- [Data in this exercise]:

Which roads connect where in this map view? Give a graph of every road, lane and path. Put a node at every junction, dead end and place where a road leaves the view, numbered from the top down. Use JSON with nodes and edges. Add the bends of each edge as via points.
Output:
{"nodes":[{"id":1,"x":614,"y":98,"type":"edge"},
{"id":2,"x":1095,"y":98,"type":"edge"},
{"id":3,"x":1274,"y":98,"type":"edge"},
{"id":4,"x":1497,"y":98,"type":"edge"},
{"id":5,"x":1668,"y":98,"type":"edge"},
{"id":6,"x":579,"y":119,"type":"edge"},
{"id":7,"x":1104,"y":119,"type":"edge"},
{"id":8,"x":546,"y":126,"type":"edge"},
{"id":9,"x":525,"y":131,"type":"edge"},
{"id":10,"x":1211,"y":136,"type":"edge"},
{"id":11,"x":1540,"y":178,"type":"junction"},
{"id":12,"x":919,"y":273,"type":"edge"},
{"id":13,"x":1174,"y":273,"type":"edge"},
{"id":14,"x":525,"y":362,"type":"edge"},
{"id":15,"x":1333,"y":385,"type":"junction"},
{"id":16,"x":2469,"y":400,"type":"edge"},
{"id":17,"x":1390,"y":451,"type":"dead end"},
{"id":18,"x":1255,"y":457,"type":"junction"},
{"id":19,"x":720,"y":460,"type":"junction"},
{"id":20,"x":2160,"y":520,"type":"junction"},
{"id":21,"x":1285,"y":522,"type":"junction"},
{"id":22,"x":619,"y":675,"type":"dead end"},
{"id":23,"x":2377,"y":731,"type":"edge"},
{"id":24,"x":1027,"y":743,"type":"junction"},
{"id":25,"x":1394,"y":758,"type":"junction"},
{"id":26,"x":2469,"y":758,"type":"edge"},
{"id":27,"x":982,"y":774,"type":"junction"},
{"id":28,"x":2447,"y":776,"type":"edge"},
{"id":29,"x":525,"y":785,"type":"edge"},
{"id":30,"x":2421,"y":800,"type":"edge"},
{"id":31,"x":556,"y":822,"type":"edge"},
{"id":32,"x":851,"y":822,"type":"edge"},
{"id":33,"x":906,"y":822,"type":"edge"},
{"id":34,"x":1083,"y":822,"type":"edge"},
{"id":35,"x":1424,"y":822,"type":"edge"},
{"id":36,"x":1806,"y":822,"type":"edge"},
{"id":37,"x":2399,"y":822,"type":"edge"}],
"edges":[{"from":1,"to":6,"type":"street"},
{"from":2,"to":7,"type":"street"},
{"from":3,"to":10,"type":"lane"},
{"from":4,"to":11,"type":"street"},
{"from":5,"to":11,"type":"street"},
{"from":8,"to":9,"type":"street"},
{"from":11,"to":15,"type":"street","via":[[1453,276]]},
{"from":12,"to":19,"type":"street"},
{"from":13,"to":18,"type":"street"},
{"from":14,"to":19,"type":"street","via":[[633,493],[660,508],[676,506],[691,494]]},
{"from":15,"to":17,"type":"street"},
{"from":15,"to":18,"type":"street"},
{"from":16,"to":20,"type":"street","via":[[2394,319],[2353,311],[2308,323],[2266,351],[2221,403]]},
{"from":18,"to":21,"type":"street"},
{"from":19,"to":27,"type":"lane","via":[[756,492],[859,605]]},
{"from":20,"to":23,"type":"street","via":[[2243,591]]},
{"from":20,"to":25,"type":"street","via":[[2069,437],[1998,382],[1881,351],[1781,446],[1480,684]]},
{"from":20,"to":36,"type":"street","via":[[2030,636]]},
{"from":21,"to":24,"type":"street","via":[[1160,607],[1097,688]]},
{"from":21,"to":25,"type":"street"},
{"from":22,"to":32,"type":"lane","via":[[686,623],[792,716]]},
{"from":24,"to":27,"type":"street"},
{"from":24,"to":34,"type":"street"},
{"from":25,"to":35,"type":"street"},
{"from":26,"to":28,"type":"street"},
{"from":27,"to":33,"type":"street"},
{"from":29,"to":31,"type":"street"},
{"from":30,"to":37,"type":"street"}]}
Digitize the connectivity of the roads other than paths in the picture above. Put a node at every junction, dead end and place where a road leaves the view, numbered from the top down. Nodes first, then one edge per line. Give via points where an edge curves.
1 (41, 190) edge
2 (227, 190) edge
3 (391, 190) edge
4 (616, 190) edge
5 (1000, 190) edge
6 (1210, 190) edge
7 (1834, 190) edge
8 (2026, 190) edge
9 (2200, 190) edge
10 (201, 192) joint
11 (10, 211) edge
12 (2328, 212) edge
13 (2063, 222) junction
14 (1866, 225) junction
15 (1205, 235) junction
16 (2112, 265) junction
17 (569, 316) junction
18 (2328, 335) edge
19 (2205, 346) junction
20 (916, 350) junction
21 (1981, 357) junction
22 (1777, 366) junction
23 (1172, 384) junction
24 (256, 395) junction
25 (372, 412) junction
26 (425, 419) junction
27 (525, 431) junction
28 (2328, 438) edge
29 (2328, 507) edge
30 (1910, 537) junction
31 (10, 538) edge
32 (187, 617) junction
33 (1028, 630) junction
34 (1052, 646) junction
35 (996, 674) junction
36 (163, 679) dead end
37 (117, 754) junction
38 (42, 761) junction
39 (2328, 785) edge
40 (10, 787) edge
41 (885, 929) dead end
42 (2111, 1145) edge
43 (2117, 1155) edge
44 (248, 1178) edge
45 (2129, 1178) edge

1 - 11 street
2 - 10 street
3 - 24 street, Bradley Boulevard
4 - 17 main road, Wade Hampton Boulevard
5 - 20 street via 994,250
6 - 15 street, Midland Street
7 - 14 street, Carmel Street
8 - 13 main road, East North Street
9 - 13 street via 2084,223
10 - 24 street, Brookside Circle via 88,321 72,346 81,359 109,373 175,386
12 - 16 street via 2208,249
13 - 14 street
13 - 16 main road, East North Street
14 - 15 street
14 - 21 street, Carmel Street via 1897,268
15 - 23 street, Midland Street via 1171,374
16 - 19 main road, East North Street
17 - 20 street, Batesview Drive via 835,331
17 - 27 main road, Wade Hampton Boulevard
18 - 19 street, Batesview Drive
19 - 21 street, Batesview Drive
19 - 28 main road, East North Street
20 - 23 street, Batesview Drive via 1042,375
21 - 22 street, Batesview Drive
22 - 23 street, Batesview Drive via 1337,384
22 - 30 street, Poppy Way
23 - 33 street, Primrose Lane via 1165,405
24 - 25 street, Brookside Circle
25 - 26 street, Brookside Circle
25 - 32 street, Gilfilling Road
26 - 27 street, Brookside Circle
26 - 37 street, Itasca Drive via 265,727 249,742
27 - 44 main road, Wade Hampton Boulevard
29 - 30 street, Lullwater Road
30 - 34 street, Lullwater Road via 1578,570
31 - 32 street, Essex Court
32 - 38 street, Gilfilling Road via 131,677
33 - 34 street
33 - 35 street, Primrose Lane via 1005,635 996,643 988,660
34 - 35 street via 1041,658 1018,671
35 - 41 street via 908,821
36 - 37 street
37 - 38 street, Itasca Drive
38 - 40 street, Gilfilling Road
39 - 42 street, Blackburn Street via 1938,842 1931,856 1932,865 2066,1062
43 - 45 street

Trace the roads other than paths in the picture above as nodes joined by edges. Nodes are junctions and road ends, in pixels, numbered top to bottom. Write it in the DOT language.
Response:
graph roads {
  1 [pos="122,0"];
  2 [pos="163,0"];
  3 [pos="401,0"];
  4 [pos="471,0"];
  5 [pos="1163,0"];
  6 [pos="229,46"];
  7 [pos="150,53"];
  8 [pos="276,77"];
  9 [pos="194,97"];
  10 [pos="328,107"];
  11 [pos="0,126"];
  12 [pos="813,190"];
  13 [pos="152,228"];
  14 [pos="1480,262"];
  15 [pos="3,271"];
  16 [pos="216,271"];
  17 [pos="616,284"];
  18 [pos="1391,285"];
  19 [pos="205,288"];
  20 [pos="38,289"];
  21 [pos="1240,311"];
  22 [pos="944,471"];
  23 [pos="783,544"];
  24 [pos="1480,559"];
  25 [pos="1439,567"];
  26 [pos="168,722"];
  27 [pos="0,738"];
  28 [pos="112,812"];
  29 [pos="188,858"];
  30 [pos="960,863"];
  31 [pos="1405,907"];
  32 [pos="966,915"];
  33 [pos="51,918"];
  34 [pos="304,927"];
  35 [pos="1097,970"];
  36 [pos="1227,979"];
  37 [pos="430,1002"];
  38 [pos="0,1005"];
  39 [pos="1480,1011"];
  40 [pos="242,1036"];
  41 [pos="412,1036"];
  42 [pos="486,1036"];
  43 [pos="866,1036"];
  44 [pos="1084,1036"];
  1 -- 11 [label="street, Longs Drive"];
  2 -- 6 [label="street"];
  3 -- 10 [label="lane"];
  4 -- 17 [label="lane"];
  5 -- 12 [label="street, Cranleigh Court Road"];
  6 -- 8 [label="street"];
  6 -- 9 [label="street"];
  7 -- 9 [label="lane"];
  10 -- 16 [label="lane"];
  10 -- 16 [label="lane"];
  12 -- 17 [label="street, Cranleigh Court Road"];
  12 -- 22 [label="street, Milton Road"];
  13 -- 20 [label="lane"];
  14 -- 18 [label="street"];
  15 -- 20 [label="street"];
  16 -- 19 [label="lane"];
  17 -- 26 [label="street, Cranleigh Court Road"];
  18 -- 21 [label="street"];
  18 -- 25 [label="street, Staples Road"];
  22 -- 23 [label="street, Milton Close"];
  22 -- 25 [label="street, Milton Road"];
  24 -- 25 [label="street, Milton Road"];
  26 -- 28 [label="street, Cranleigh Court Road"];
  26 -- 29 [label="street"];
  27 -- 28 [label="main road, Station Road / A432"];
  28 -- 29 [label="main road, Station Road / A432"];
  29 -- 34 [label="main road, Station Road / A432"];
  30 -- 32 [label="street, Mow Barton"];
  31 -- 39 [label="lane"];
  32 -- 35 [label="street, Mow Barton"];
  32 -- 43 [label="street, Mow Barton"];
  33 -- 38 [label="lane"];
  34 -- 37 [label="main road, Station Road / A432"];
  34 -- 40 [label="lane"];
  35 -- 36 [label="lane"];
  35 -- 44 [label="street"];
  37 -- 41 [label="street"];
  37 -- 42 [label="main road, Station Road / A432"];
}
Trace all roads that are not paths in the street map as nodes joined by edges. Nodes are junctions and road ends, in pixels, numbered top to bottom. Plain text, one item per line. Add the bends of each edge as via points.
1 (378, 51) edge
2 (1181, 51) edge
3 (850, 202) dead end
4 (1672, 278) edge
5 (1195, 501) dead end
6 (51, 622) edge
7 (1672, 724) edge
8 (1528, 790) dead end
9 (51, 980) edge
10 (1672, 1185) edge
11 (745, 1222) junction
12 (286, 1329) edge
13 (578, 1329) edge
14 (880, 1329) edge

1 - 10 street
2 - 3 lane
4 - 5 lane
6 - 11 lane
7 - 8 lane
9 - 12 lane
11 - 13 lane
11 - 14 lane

- [Exercise instructions]: Once the lines above that include "than" are counted, report the number and nothing else.

- [Expected answer]: 2